第23章 【番外編】親愛なる四人へ(松川一静)
「それじゃあ、そろそろ行こっか。」
「どこに…?」
「色々しんどいと思うけど、俺を信じて何も聞かずについてきてくれない?」
涙を流す莉緒ちゃんを説得し、莉緒ちゃんの手を引いてカフェを出て、学校へと向かった。
「…松川、ごめんね。迷惑かけて。」
「迷惑なんて思ってないよ。」
さて、及川は岩泉と上手く話をつけられたかな?
『まっつん、頼みたいことがあるんだけど。三月一日、まっつんと矢巾の誕生日、岩ちゃんと二人で話す時間を作って欲しいんだ。後、莉緒ちゃんを上手いこと家から連れ出して、体育館に連れて来て欲しいんだ。』
これで全てが丸く収まるのかどうか俺には分からなかったけど、いつも俺らを信じていてくれた主将。そして、それを俺らも信じてバレーをしてきた。だから、多分きっと大丈夫。また五人で前みたいに笑える日が来る筈。
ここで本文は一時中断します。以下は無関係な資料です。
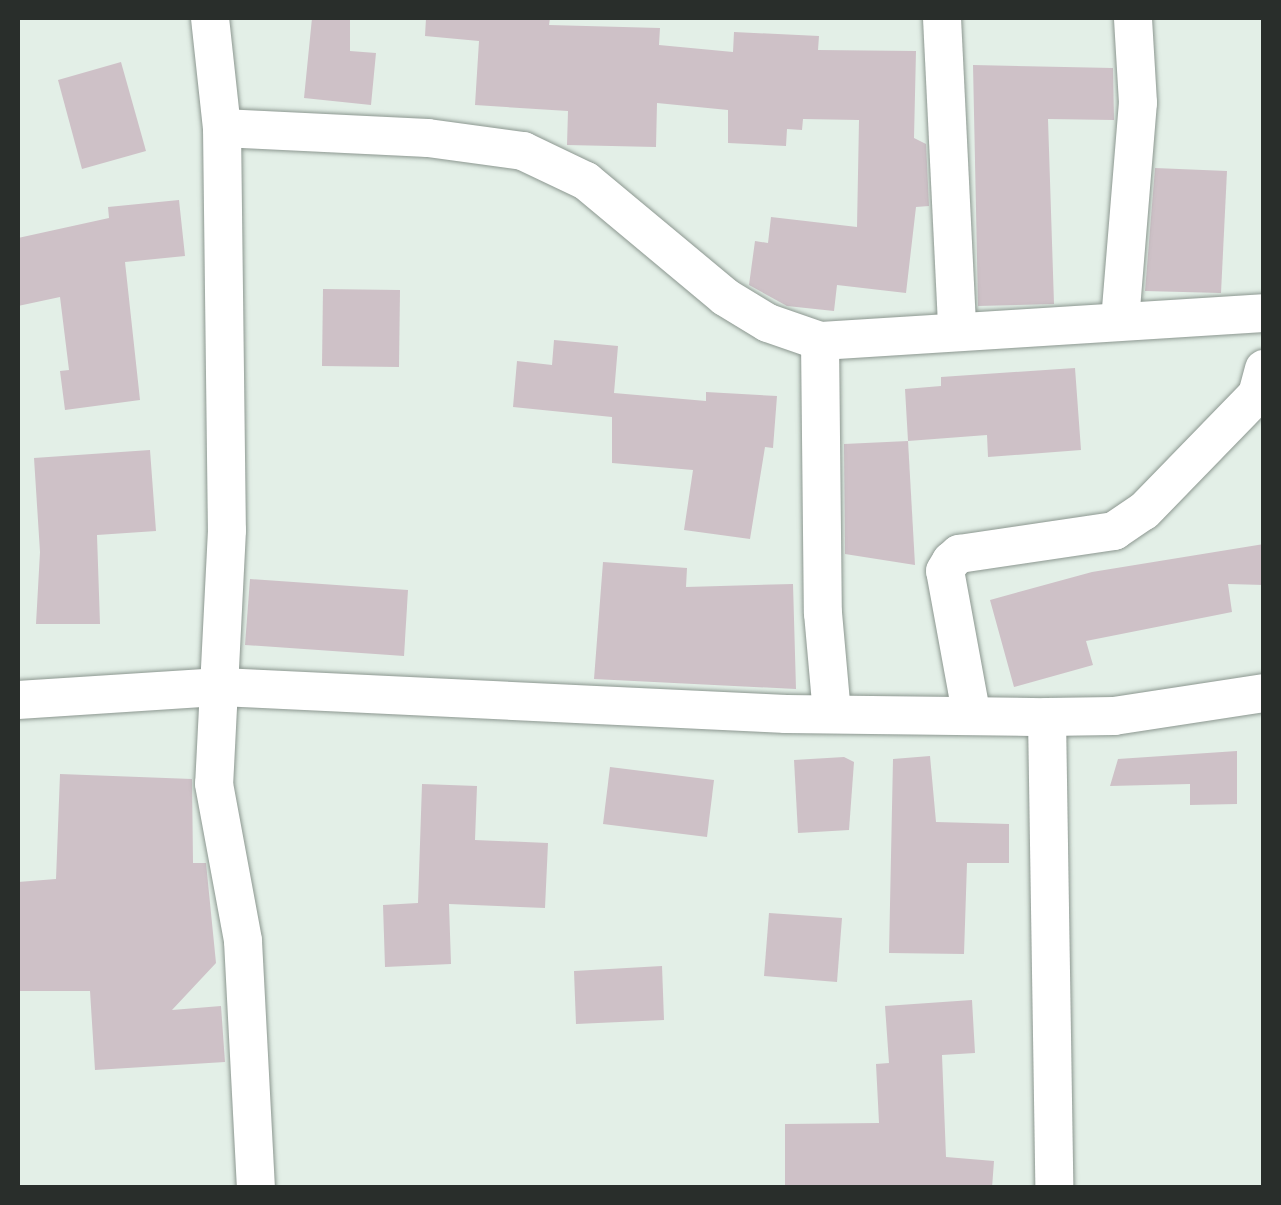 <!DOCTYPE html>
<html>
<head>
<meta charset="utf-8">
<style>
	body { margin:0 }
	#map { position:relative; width:1281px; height:1205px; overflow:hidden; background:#e3efe7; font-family:"Titillium Web",sans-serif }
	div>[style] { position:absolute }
	.building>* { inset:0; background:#cec1c7 }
	.roads { filter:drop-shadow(0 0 2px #8c9790) drop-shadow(0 0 2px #8c9790) }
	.minor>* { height:38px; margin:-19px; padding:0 19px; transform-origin:19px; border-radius:19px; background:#fff }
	span { translate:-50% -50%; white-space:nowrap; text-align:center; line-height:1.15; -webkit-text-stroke:10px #f0fcf4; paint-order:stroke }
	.frame { position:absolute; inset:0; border:20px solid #292e2b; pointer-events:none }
</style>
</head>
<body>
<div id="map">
	<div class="building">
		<div style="clip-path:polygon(312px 18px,350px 18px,350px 51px,376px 53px,371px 105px,304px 98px)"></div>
		<div style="clip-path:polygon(426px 18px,550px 18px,549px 25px,660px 28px,659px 45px,733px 52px,734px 32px,819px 36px,818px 50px,916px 51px,914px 138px,926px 144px,929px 206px,916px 207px,906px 293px,837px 285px,834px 311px,787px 306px,749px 285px,755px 241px,768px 243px,771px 217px,857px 227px,859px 120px,803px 119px,802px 130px,787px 129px,786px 146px,728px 143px,728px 110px,657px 103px,656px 147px,567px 145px,568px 111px,475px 105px,479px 41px,425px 36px)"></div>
		<div style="clip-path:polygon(121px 62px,146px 151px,82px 169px,58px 80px)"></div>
		<div style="clip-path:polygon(973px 65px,1113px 68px,1114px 120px,1048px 119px,1054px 304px,978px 306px)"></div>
		<div style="clip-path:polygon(1155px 168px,1227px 171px,1221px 293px,1145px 291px)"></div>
		<div style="clip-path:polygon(179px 200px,185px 256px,125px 262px,140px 400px,65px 410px,60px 371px,69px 370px,60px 297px,18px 306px,18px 238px,109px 218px,108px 207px)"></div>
		<div style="clip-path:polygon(323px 289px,400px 290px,399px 367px,322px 366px)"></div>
		<div style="clip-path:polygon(554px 340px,618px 346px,614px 393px,706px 401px,706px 392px,777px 396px,773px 448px,765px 447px,750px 539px,684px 530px,693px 470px,612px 463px,612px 417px,513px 407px,517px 361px,552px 365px)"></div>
		<div style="clip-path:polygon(1075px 368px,1081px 450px,988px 457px,987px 435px,908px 441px,905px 389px,941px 386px,941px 377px)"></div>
		<div style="clip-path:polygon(908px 441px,915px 565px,845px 554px,844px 444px)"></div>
		<div style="clip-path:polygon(150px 450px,156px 531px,97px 535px,100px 624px,36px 624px,40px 552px,34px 458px)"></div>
		<div style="clip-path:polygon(1264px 544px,1264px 585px,1228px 584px,1232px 612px,1086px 641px,1093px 665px,1014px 687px,990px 600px,1092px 572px)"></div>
		<div style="clip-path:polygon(603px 562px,687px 568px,686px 587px,793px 584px,796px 689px,594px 679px)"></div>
		<div style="clip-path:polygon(250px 579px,408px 590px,404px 656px,245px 645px)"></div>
		<div style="clip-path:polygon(1237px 751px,1237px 804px,1190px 805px,1190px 784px,1110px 786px,1118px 759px)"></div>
		<div style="clip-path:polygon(930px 756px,936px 822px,1009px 824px,1009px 863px,967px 863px,964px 954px,889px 953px,893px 759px)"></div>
		<div style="clip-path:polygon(844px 757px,854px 762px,849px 830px,798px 833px,794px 760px)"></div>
		<div style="clip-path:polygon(610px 767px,714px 780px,707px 837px,603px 824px)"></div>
		<div style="clip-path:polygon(60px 774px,192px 779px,193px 863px,206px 863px,216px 963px,172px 1010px,221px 1006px,225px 1062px,95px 1070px,90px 991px,18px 991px,18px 882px,56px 879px)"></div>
		<div style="clip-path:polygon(422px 784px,477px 786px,475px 840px,548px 843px,545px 908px,449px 904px,451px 964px,385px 967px,383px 905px,418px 903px)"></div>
		<div style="clip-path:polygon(769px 913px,842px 918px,837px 982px,764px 976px)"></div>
		<div style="clip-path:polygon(662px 966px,664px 1020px,576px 1024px,574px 971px)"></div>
		<div style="clip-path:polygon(972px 1000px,975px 1053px,942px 1055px,946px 1157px,994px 1161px,992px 1188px,785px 1186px,785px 1124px,879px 1123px,876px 1064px,889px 1063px,885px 1006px)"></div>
	</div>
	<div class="roads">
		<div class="minor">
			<div style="left:210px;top:18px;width:111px;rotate:83.8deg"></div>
			<div style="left:222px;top:128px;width:402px;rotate:89.3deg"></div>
			<div style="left:227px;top:530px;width:254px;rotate:92.9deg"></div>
			<div style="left:214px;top:784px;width:160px;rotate:79.5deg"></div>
			<div style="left:243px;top:941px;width:247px;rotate:87deg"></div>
			<div style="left:942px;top:18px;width:311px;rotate:87.2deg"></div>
			<div style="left:222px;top:128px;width:206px;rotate:2.8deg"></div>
			<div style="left:428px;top:138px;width:96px;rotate:7.8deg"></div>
			<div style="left:523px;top:151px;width:70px;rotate:25.5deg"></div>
			<div style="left:586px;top:181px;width:181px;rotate:39.8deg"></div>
			<div style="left:725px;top:297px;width:50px;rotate:31.2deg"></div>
			<div style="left:768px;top:323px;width:55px;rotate:19.1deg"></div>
			<div style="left:820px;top:341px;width:445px;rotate:-3.6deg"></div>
			<div style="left:1120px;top:321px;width:219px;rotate:-85.3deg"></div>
			<div style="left:1138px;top:103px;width:85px;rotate:-93.4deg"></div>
			<div style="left:820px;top:341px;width:272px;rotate:89.4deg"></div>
			<div style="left:823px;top:613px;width:100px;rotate:84.9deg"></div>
			<div style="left:18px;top:700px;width:203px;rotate:-3.7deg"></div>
			<div style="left:221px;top:687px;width:566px;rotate:2.74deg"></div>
			<div style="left:786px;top:714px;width:261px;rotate:0.7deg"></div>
			<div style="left:1047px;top:717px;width:67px;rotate:-0.9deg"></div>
			<div style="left:1114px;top:716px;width:152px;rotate:-8.7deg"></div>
			<div style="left:971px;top:712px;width:143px;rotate:-100.4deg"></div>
			<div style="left:945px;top:571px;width:12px;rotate:-59deg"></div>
			<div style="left:951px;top:561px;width:11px;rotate:-41deg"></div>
			<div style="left:959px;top:554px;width:157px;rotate:-8.4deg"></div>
			<div style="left:1114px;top:531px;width:36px;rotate:-34deg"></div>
			<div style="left:1144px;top:511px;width:162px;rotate:-45.8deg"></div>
			<div style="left:1257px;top:395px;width:27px;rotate:-75deg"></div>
			<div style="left:1047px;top:717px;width:471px;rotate:89.1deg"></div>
		</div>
	</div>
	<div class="frame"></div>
</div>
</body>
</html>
「俺じゃダメなんだ!莉緒ちゃんの傍に必要なのは、岩ちゃんなんだよ!自分の気持ちに素直になってよ!」
「…っ!嗚呼、好きだよ!俺は莉緒が好きだ!けど、莉緒は────っ!」
体育館に入ると、そんな怒鳴り声が聞こえてきた。どうやらタイミングはバッチリだったらしい。
「だってよ、莉緒ちゃん。」
突然の出来事と岩泉からの告白に驚いた莉緒ちゃんは体育館を抜け出した。
「岩ちゃん追っかけて!」
嗚呼、本当に及川は馬鹿だよ。けど、そんな及川だからこそ、俺達は及川を信じて三年間やってきたんだよ。
「…ねえ、まっつん。俺、もう、泣いてもいい?」
「頑張ったな。」
岩泉に殴られボロボロになった及川は泣いた。
四人のように誰かの為に必死になったり、自分の気持ちを押さえ込んでまで、相手の幸せを願ったり、俺には到底縁の無さそうな話だと思ったけど、そんな風に一人の人を好きになれる皆が羨ましくもあった。いつか俺にもそんな風に思える相手が出来るのだろうか。